Shipment Path Planning for Rail Networks Considering Elastic Capacity

Abstract

The rail shipment path (RSP) optimization problem is part of the operating plan. Unlike other transportation modes, the physical path of traffic flow in a rail system has its own unique characteristics, among which the most particular is that shipments gradually converge into one single traffic flow and then travel together through a tree-shaped path. More specifically, when two or more shipments arrive at a rail yard, those intended for the same destination are treated as one single freight flow and are shipped through the same path during the remainder of the trip, regardless of their origins. The RSP plan is intended for an intermediate planning horizon (one to two years), not for controlling day-to-day operations.

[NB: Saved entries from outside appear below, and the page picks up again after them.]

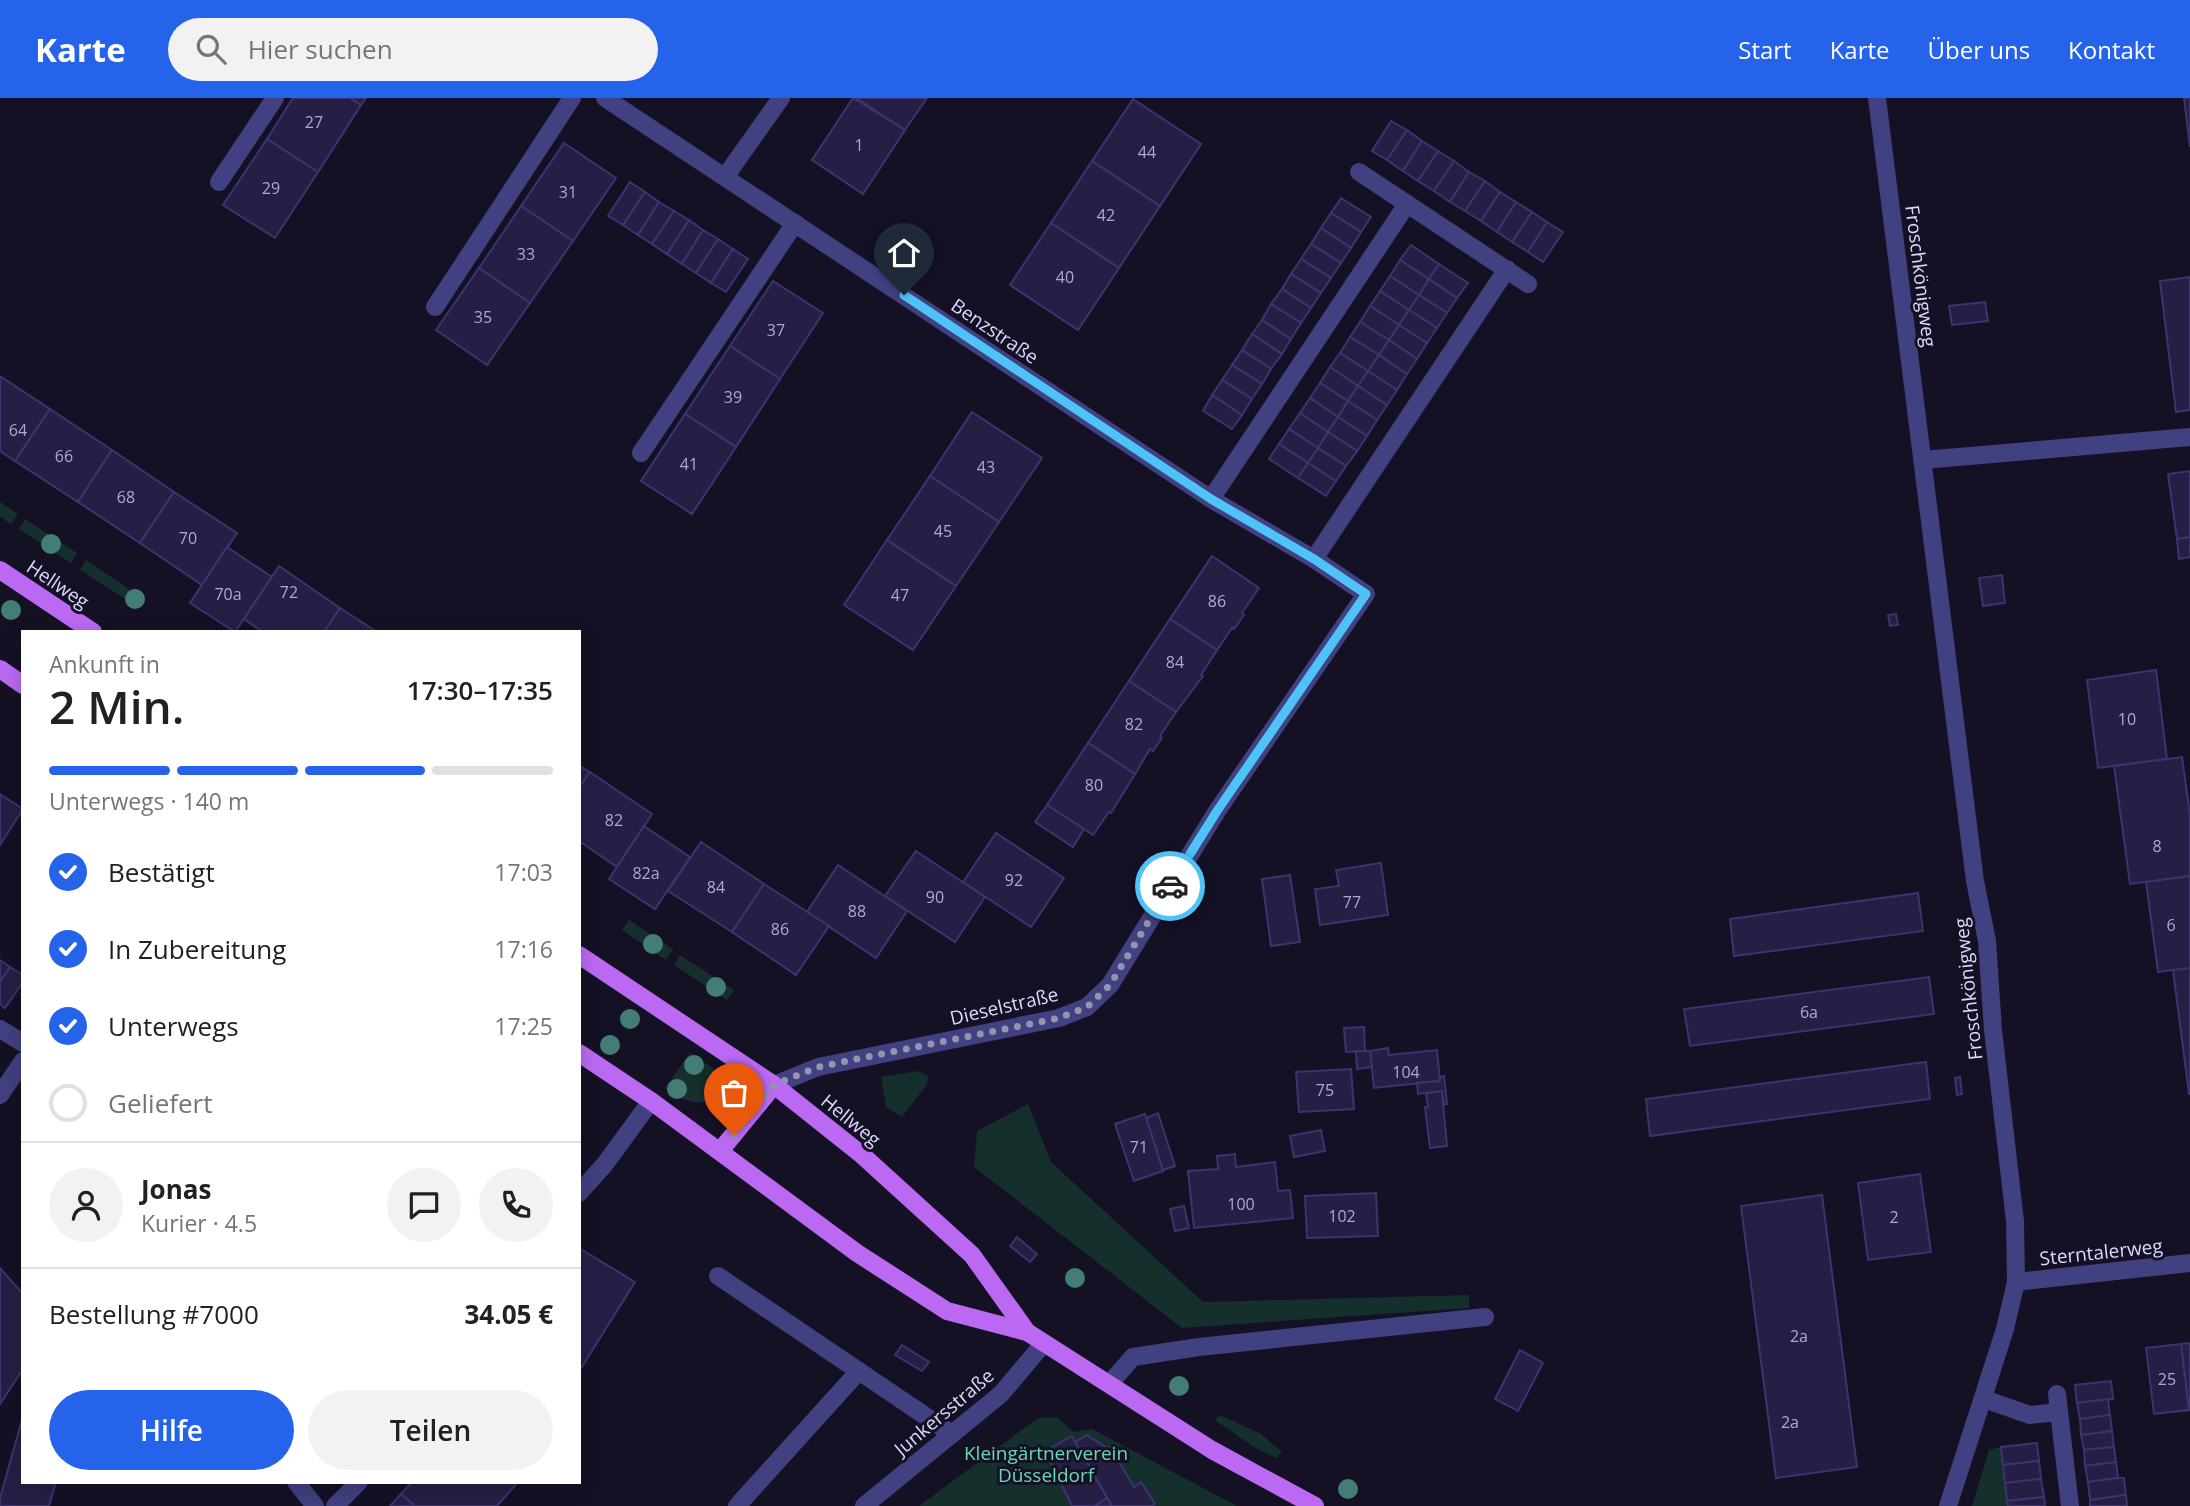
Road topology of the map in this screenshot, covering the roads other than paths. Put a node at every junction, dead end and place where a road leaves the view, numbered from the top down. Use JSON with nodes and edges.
{"nodes":[{"id":1,"x":275,"y":98,"type":"edge"},
{"id":2,"x":572,"y":98,"type":"edge"},
{"id":3,"x":605,"y":98,"type":"edge"},
{"id":4,"x":780,"y":98,"type":"edge"},
{"id":5,"x":1877,"y":98,"type":"edge"},
{"id":6,"x":1359,"y":172,"type":"dead end"},
{"id":7,"x":725,"y":177,"type":"junction"},
{"id":8,"x":219,"y":182,"type":"dead end"},
{"id":9,"x":1407,"y":204,"type":"junction"},
{"id":10,"x":794,"y":223,"type":"junction"},
{"id":11,"x":1507,"y":269,"type":"junction"},
{"id":12,"x":1528,"y":284,"type":"dead end"},
{"id":13,"x":435,"y":307,"type":"dead end"},
{"id":14,"x":2190,"y":437,"type":"edge"},
{"id":15,"x":640,"y":453,"type":"dead end"},
{"id":16,"x":1923,"y":460,"type":"junction"},
{"id":17,"x":1211,"y":499,"type":"junction"},
{"id":18,"x":1314,"y":559,"type":"junction"},
{"id":19,"x":0,"y":570,"type":"edge"},
{"id":20,"x":1366,"y":594,"type":"joint"},
{"id":21,"x":90,"y":630,"type":"edge"},
{"id":22,"x":0,"y":669,"type":"edge"},
{"id":23,"x":21,"y":684,"type":"edge"},
{"id":24,"x":581,"y":956,"type":"edge"},
{"id":25,"x":0,"y":1029,"type":"edge"},
{"id":26,"x":21,"y":1042,"type":"edge"},
{"id":27,"x":581,"y":1054,"type":"edge"},
{"id":28,"x":21,"y":1063,"type":"edge"},
{"id":29,"x":774,"y":1085,"type":"junction"},
{"id":30,"x":2,"y":1087,"type":"edge"},
{"id":31,"x":651,"y":1101,"type":"junction"},
{"id":32,"x":720,"y":1151,"type":"junction"},
{"id":33,"x":581,"y":1191,"type":"edge"},
{"id":34,"x":2190,"y":1263,"type":"edge"},
{"id":35,"x":718,"y":1276,"type":"dead end"},
{"id":36,"x":2016,"y":1282,"type":"junction"},
{"id":37,"x":1485,"y":1317,"type":"dead end"},
{"id":38,"x":1027,"y":1332,"type":"junction"},
{"id":39,"x":1044,"y":1343,"type":"junction"},
{"id":40,"x":859,"y":1371,"type":"junction"},
{"id":41,"x":1110,"y":1383,"type":"junction"},
{"id":42,"x":1984,"y":1399,"type":"junction"},
{"id":43,"x":952,"y":1434,"type":"junction"},
{"id":44,"x":298,"y":1484,"type":"edge"},
{"id":45,"x":357,"y":1484,"type":"edge"},
{"id":46,"x":315,"y":1506,"type":"edge"},
{"id":47,"x":335,"y":1506,"type":"edge"},
{"id":48,"x":737,"y":1506,"type":"edge"},
{"id":49,"x":864,"y":1506,"type":"edge"},
{"id":50,"x":1315,"y":1506,"type":"edge"},
{"id":51,"x":1948,"y":1506,"type":"edge"},
{"id":52,"x":2070,"y":1506,"type":"edge"}],
"edges":[{"from":1,"to":8,"type":"street"},
{"from":2,"to":13,"type":"street"},
{"from":3,"to":7,"type":"street","name":"Benzstraße"},
{"from":4,"to":7,"type":"street"},
{"from":5,"to":16,"type":"street","name":"Froschkönigweg"},
{"from":6,"to":9,"type":"street"},
{"from":7,"to":10,"type":"street","name":"Benzstraße"},
{"from":9,"to":11,"type":"street"},
{"from":9,"to":17,"type":"street"},
{"from":10,"to":15,"type":"street"},
{"from":10,"to":17,"type":"street","name":"Benzstraße"},
{"from":11,"to":12,"type":"street"},
{"from":11,"to":18,"type":"street"},
{"from":14,"to":16,"type":"street"},
{"from":16,"to":36,"type":"street","name":"Froschkönigweg"},
{"from":17,"to":18,"type":"street","name":"Benzstraße"},
{"from":18,"to":20,"type":"street","name":"Benzstraße"},
{"from":19,"to":21,"type":"main road","name":"Hellweg"},
{"from":20,"to":29,"type":"street","name":"Dieselstraße"},
{"from":22,"to":23,"type":"main road"},
{"from":24,"to":29,"type":"main road","name":"Hellweg"},
{"from":25,"to":26,"type":"street"},
{"from":27,"to":31,"type":"main road","name":"Hellweg"},
{"from":28,"to":30,"type":"street"},
{"from":29,"to":32,"type":"main road","name":"Dieselstraße"},
{"from":29,"to":38,"type":"main road","name":"Hellweg"},
{"from":31,"to":32,"type":"main road","name":"Hellweg"},
{"from":31,"to":33,"type":"street"},
{"from":32,"to":38,"type":"main road","name":"Hellweg"},
{"from":34,"to":36,"type":"street","name":"Sterntalerweg"},
{"from":35,"to":40,"type":"street"},
{"from":36,"to":42,"type":"street","name":"Froschkönigweg"},
{"from":37,"to":41,"type":"street"},
{"from":38,"to":39,"type":"main road","name":"Hellweg"},
{"from":39,"to":41,"type":"main road","name":"Hellweg"},
{"from":39,"to":43,"type":"street","name":"Junkersstraße"},
{"from":40,"to":43,"type":"street"},
{"from":40,"to":48,"type":"street"},
{"from":41,"to":50,"type":"main road","name":"Hellweg"},
{"from":42,"to":51,"type":"street","name":"Froschkönigweg"},
{"from":42,"to":52,"type":"street"},
{"from":43,"to":49,"type":"street","name":"Junkersstraße"},
{"from":44,"to":46,"type":"street"},
{"from":45,"to":47,"type":"street"}]}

Thus, storage capacities are required for links, resulting in available link capacities having an elastic feature. Based on this background, this article introduces the forming mechanism of the tree-shaped path from the perspective of rail yard operations and develops a nonlinear fuzzy 0-1 programming model for the RSP problem. Since the fuzzy capacity constraints and a notably large number of high-order terms are generated from the tree recursive expression, the model is hard to solve even for small-sized instances by typical methods of operational research. In this article, to solve RSP problems with the tree-shaped and the elastic capacity constraints in the rail network, we employ a simulated annealing algorithm. The numerical experiments based on the southwest rail network of China show that the solution efficiency of this approach is significant.